Algo que me llamó la atención era una dinámica practicada casi al final de cada encuentro, el refuerzo positivo. Cada participante tenía que elegir a un compañero/a, mirarle los ojos, ponerse en su lugar y darle un estímulo para avanzar en su duelo. Elegía sí a un compañero, pronunciaba su nombre, pero al segundo estaba hablando de mí misma. El coordinador suavemente me llamaba la atención y explicaba de nuevo la dinámica. Y a los dos segundos yo seguía charlando de mi sufrimiento. Al cabo de varios encuentros, como persistía en esta actitud, el coordinador me confrontó con énfasis, resaltando: “Tere, para hacer un buen duelo hay que meter entre paréntesis el yo e-go-cén-tri-co.
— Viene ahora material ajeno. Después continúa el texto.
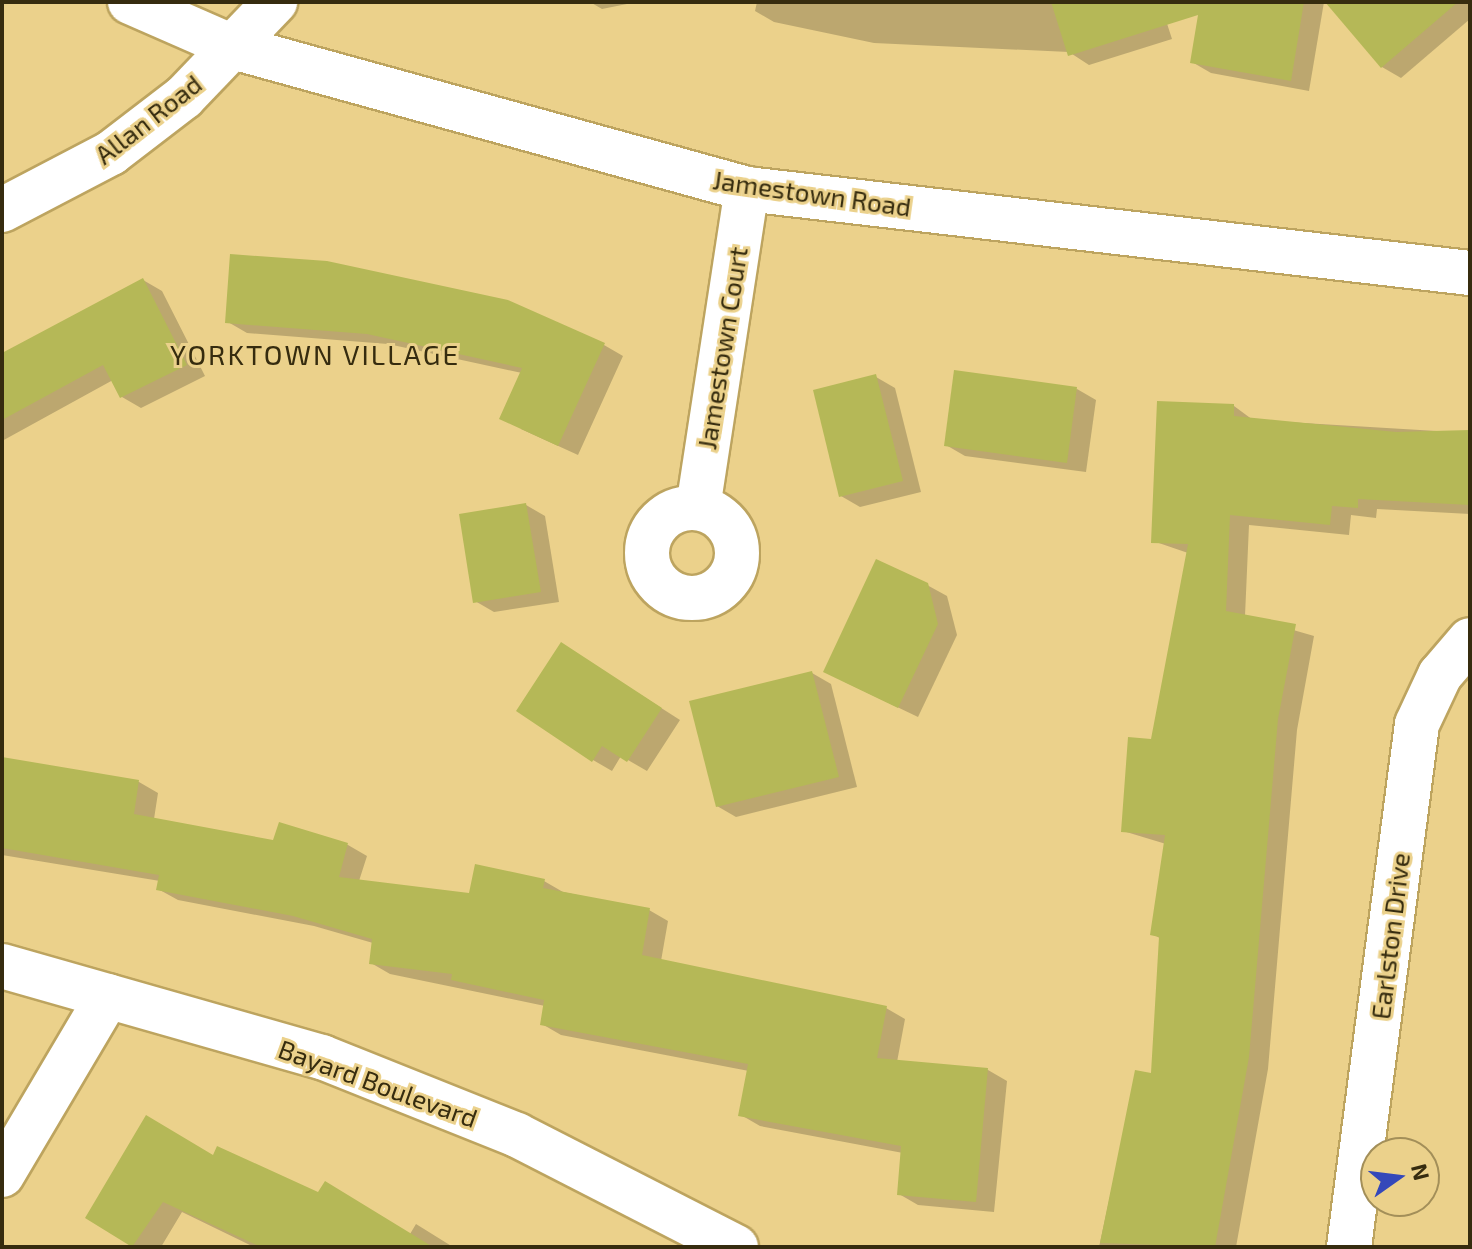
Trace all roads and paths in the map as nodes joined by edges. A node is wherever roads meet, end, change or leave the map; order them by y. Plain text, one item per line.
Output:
1 (130, 2) edge
2 (275, 2) edge
3 (233, 47) junction
4 (747, 189) junction
5 (2, 210) edge
6 (1470, 273) edge
7 (698, 508) dead end
8 (1470, 640) edge
9 (2, 966) edge
10 (108, 996) junction
11 (2, 1175) edge
12 (736, 1247) edge
13 (1349, 1247) edge

1 - 3 street, Jamestown Road
2 - 3 street, Allan Road
3 - 4 street, Jamestown Road
3 - 5 street, Allan Road
4 - 6 street, Jamestown Road
4 - 7 street, Jamestown Court
8 - 13 street, Earlston Drive
9 - 10 street, Bayard Boulevard
10 - 11 street
10 - 12 street, Bayard Boulevard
Hay que ponerse en lugar del otro también desde el propio sufrimiento”. Me dejó tambaleándome y recibí una lección que necesitaba con urgencia, y que nunca olvidaré (yo). Sobre todo, con amor el sufrimiento sana, y con sufrimiento el amor se purifica.
O la culpa me dominaría a mí
En cada encuentro, además de desahogarnos, comentar nuestras dificultades y compartir los avances, tratábamos un tema relacionado con la elaboración del duelo. Agradezco infinitamente a nuestro buen coordinador haber dedicado dos reuniones sucesivas al manejo de la culpa. En la primera hizo esta breve introducción: “La culpa manifiesta un comportamiento, real o no, contrario a los principios básicos del doliente. No existe, prácticamente, ningún duelo sin culpa, psicológica o moral”. Hizo un breve silencio y, mientras apuntaba con el dedo índice de la mano derecha uno por uno los dedos de su mano izquierda, recalcaba: “Porque no hay que ignorarla, ni evadirla, ni esconderla, ni rechazarla, ni mandársela a no sé quién”. A continuación, nos pidió manifestar con realismo las culpas sentidas por cada uno. Recuerdo, como si fuera ahora que, cuando se expresaba el matrimonio allí presente en duelo por su hija suicidada, la única que tuvieron, yo sentía como que estaba hablando por mí.